### Work request
Restate all data exactly. No images.

# # #

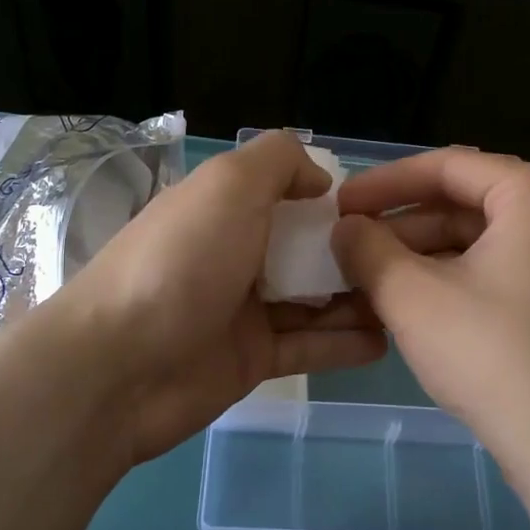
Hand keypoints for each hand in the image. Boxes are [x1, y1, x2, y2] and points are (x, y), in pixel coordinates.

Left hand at [63, 131, 386, 464]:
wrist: (120, 367)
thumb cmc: (180, 263)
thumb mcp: (228, 185)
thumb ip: (278, 162)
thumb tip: (319, 179)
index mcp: (225, 209)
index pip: (288, 195)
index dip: (332, 200)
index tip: (380, 211)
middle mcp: (235, 255)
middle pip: (306, 249)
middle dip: (355, 253)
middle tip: (409, 261)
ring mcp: (242, 311)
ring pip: (313, 300)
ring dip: (356, 299)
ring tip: (409, 301)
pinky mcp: (251, 361)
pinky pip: (307, 347)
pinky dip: (343, 343)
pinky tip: (384, 340)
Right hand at [332, 150, 529, 497]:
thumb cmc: (492, 356)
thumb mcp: (412, 296)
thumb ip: (368, 249)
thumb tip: (345, 228)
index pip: (446, 166)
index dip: (383, 183)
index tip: (340, 205)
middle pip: (463, 200)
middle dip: (401, 224)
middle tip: (349, 245)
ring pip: (477, 238)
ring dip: (420, 254)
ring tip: (368, 278)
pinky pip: (496, 267)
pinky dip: (450, 278)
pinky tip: (408, 302)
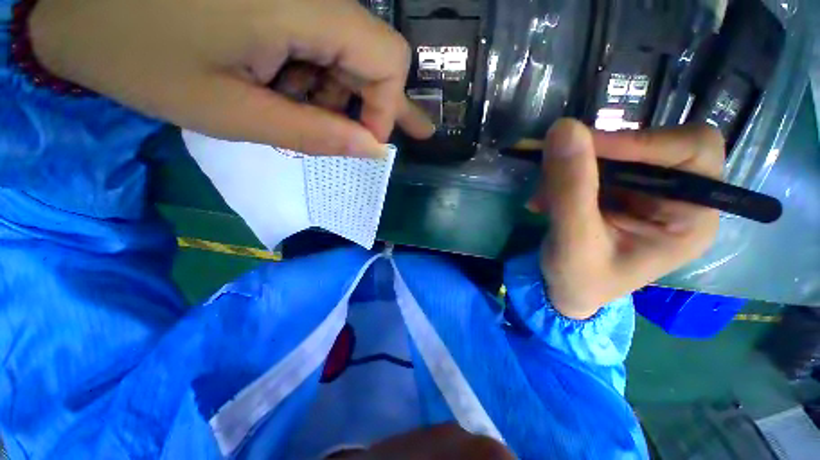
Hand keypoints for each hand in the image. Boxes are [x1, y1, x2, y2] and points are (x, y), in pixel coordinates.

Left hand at [29, 0, 433, 156]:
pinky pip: (323, 41)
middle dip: (368, 106)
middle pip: (375, 56)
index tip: (365, 143)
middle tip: (361, 142)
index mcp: (302, 7)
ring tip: (295, 110)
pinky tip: (282, 84)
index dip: (387, 109)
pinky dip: (315, 76)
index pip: (388, 61)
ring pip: (350, 53)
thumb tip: (372, 149)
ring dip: (335, 94)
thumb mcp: (234, 113)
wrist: (76, 2)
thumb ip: (316, 135)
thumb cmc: (137, 55)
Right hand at [528, 119, 723, 318]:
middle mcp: (678, 199)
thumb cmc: (578, 279)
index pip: (692, 151)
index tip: (584, 146)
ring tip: (541, 197)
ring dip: (572, 168)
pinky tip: (544, 199)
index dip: (642, 141)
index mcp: (691, 219)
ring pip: (616, 153)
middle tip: (555, 169)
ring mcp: (647, 194)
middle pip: (653, 145)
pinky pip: (594, 166)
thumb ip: (570, 188)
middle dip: (598, 156)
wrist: (565, 291)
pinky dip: (564, 175)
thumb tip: (564, 127)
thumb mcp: (573, 240)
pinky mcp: (619, 192)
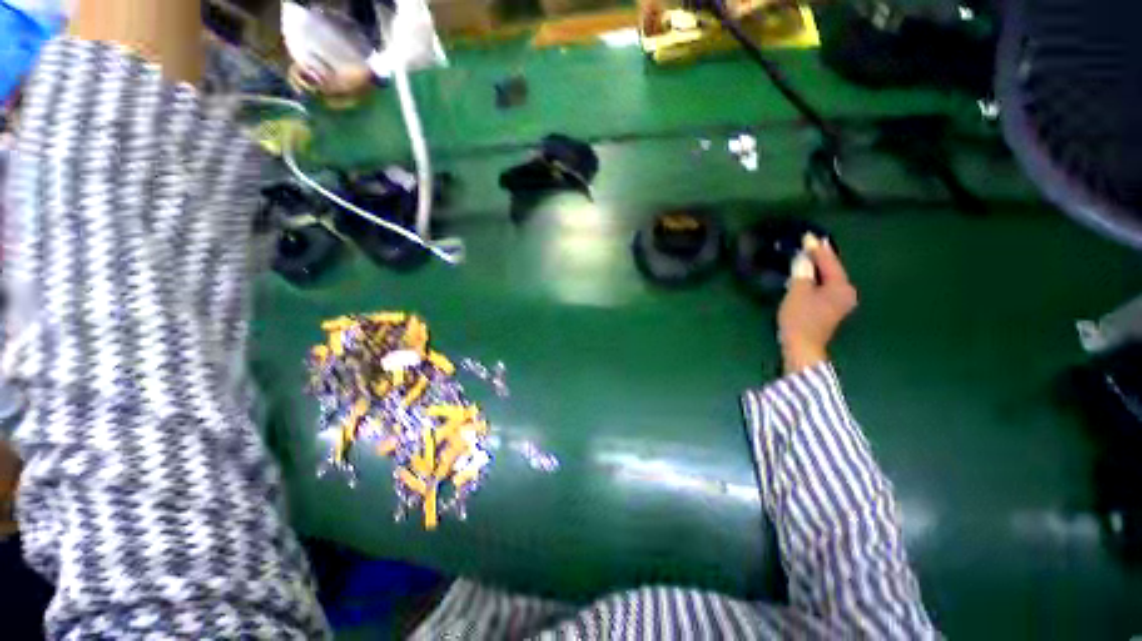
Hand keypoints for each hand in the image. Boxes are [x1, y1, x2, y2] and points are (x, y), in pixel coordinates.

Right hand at [777, 242, 857, 373]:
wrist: (802, 347)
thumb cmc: (800, 319)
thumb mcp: (797, 292)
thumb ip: (802, 272)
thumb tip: (803, 258)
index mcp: (841, 286)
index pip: (828, 261)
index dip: (816, 248)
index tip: (808, 235)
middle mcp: (846, 292)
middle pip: (832, 269)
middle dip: (820, 256)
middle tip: (810, 243)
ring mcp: (839, 303)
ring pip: (829, 279)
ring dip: (817, 268)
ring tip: (808, 255)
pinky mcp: (830, 310)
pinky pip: (824, 287)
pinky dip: (816, 279)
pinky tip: (808, 275)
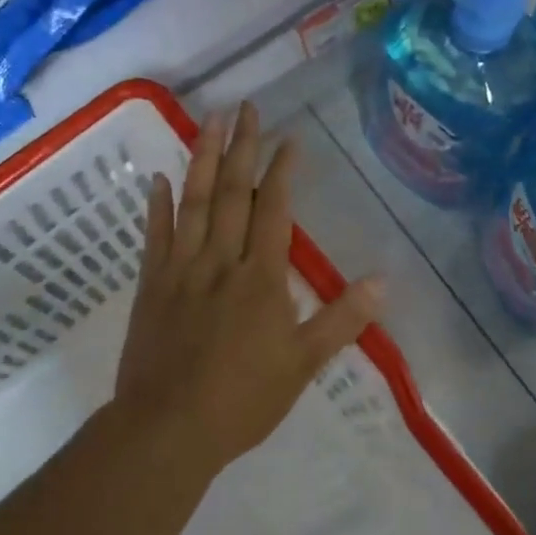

# # #

### Output below
Hand keypoints for each hand in the image. Boxes are [x1, y1, x2, y2] and points are (x, y), in pixel coordinates.

Left hand at [63, 131, 386, 464]:
wrist: (120, 367)
thumb cmc: (180, 263)
thumb mcp: (228, 185)
thumb ip: (278, 162)
thumb tip: (319, 179)
index mcp: (225, 209)
index pip: (288, 195)
index dip: (332, 200)
index tip: (380, 211)
middle mcp: (235, 255)
middle pip: (306, 249)
middle dip: (355, 253)
middle tip: (409, 261)
ring mcp: (242, 311)
ring pip: (313, 300)
ring dip: (356, 299)
ring tip: (409, 301)
pinky mcp: (251, 361)
pinky pip: (307, 347)
pinky dip: (343, 343)
pinky tip: (384, 340)
Right hand at [332, 150, 529, 497]:
thumb cmc: (492, 356)
thumb mcp: (412, 296)
thumb ip: (368, 249)
thumb tip: (345, 228)
index pip: (446, 166)
index dip: (383, 183)
index tip: (340, 205)
middle pip: (463, 200)
middle dip: (401, 224)
middle tip: (349, 245)
ring pip: (477, 238)
ring dip: (420, 254)
ring tip: (368, 278)
pinky pip: (496, 267)
pinky dip: (450, 278)
pinky tip: (408, 302)
Hand keypoints for each hand in the image. Boxes are [x1, y1, x2, y2] and points are (x, y), in pixel coordinates.

Left hand at [29, 0, 433, 156]:
pinky pip: (323, 41)
middle dip: (368, 106)
middle pip: (375, 56)
index tip: (365, 143)
middle tip: (361, 142)
index mcp: (302, 7)
ring tip: (295, 110)
pinky tip: (282, 84)
index dip: (387, 109)
pinky dip: (315, 76)
index pip: (388, 61)
ring pip: (350, 53)
thumb tip: (372, 149)
ring dip: (335, 94)
thumb mcp: (234, 113)
wrist: (76, 2)
thumb ip: (316, 135)
thumb cmc: (137, 55)
Right hand at [528, 119, 723, 318]:
middle mcp: (678, 199)
thumb cmc: (578, 279)
index pip: (692, 151)
index tip: (584, 146)
ring tip: (541, 197)
ring dip: (572, 168)
pinky tip: (544, 199)
index dip: (642, 141)
index mcp: (691, 219)
ring pip: (616, 153)
middle tip: (555, 169)
ring mcp: (647, 194)
middle pip: (653, 145)
pinky pip: (594, 166)
thumb ip: (570, 188)
middle dip: (598, 156)
wrist: (565, 291)
pinky dip: (564, 175)
thumb tip: (564, 127)
thumb mcp: (573, 240)
pinky mcp: (619, 192)
Hand keypoints for each hand in the image. Boxes are [x1, y1, x2, y2] and points are (x, y), in pixel coordinates.

Right hand at [777, 242, 857, 373]:
wrist: (802, 347)
thumb cmc: (800, 319)
thumb mcp: (797, 292)
thumb ip: (802, 272)
thumb tip: (803, 258)
index mcp: (841, 286)
index pip: (828, 261)
index dip: (816, 248)
index tip: (808, 235)
middle mcp: (846, 292)
middle pip: (832, 269)
middle dip: (820, 256)
middle tip: (810, 243)
ring mcp: (839, 303)
ring pip: (829, 279)
ring dip: (817, 268)
ring tip: (808, 255)
pinky mcp: (830, 310)
pinky pip: (824, 287)
pinky dip: (816, 279)
pinky tip: (808, 275)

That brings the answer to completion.